The store is officially fucked. Mold everywhere. Insurance is dragging its feet. I don’t know what to do.
His thumb hovered over the send button. The words felt like surrender, an admission of weakness he’d spent years avoiding. Ollie was the helper, the optimist, the one who lifted others up. He wasn’t supposed to be the one drowning.
But he was.
With a shaky exhale, he pressed send, then dropped the phone onto the mattress like it had burned him. The quiet ping of replies came almost immediately, but he couldn’t bring himself to look just yet. The relief of reaching out mingled with shame, creating a cocktail of emotions that tightened his throat.

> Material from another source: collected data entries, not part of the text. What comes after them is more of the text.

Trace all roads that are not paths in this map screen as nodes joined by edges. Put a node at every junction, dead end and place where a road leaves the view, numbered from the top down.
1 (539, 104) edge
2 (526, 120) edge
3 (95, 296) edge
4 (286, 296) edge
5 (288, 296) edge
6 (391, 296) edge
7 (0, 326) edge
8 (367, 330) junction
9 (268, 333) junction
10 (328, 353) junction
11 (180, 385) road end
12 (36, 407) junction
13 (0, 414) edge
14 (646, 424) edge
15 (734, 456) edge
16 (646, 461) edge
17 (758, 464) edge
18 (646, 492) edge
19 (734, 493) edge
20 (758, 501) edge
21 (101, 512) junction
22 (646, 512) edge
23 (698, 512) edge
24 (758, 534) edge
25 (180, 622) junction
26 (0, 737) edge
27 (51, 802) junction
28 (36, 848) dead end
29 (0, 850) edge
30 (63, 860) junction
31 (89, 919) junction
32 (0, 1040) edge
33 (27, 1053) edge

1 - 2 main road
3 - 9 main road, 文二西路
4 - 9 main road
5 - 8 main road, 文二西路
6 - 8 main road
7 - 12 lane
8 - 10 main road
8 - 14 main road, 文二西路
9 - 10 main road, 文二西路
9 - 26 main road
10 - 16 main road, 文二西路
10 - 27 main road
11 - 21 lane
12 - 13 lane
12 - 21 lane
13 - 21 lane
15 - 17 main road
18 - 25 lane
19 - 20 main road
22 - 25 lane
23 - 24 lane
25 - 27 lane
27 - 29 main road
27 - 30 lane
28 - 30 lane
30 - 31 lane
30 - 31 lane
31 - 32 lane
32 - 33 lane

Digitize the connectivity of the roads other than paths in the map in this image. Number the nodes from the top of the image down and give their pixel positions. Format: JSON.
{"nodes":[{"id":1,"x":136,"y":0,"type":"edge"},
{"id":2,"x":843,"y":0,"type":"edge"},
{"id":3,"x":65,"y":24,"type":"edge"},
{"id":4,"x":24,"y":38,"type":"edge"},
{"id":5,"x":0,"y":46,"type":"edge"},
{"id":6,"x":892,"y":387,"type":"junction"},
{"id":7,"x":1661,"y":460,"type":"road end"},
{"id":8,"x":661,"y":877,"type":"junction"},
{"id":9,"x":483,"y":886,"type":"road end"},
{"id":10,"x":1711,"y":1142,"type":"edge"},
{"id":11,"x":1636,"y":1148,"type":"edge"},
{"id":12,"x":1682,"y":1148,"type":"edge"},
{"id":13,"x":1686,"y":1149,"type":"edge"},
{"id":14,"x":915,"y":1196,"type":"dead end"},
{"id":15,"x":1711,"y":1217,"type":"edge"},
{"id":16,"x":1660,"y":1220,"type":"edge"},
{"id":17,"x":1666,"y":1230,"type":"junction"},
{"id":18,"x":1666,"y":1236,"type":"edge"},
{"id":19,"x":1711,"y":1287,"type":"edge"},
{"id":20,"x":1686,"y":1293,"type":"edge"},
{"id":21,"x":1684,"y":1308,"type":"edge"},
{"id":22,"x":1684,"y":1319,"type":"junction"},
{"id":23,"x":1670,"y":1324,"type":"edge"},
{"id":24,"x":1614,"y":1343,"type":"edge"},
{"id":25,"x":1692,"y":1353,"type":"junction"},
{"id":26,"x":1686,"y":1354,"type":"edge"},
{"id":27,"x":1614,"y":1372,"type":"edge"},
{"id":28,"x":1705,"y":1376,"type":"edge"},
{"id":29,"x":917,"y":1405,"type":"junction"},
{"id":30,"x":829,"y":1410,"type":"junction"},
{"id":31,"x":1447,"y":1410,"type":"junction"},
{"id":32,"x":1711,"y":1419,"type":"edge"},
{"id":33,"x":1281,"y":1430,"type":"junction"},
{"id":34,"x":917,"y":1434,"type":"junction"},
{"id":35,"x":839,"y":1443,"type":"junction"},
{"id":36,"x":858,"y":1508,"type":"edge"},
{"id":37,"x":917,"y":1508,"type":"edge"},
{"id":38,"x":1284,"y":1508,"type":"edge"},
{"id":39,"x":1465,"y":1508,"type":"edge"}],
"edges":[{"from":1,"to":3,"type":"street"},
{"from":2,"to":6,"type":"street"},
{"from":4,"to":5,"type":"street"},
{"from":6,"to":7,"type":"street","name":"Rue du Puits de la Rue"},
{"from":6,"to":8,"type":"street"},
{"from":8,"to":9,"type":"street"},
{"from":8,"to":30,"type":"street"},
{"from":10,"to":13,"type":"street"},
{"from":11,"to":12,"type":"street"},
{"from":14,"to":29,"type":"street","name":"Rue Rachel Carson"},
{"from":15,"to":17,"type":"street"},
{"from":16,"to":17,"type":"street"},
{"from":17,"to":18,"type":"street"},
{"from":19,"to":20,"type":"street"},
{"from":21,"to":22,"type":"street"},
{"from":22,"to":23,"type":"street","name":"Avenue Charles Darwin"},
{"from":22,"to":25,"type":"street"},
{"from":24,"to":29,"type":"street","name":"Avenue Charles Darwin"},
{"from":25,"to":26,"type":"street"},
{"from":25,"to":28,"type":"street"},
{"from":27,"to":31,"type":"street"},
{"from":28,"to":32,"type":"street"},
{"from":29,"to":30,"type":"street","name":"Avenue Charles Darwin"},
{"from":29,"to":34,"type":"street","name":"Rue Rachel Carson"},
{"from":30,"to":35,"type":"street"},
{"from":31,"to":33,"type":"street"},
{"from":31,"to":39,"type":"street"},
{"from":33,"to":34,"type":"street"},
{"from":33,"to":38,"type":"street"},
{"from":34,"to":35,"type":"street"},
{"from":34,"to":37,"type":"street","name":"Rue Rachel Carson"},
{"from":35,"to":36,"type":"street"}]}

“Get it together, Ollie,” he whispered to the empty room. But for once, he wasn’t sure he could.
His phone pinged, drawing his attention back to the screen.
Jules:We’re here. Always. You know that, right?
Sam:Dude, why didn’t you call one of us? I would’ve brought whiskey and questionable advice.
Ollie’s fingers hovered over the keyboard. The lump in his throat made it hard to swallow.
Jules:Sweet & Simple tomorrow morning? 9 a.m.? We’ll figure this out together.
Sam:I’ll bring Maya. Library girl has connections, and she’s good at the whole “organizing community support” thing.
The rapid-fire responses loosened something in Ollie’s chest. He took a shaky breath and typed back.
Ollie:You guys are the best. 9 a.m. works. I’ll try to look less like a disaster by then.
Sam:Don’t bother. We like you disaster-adjacent.
Jules:Try to get some sleep, ok? Tomorrow, we make a plan.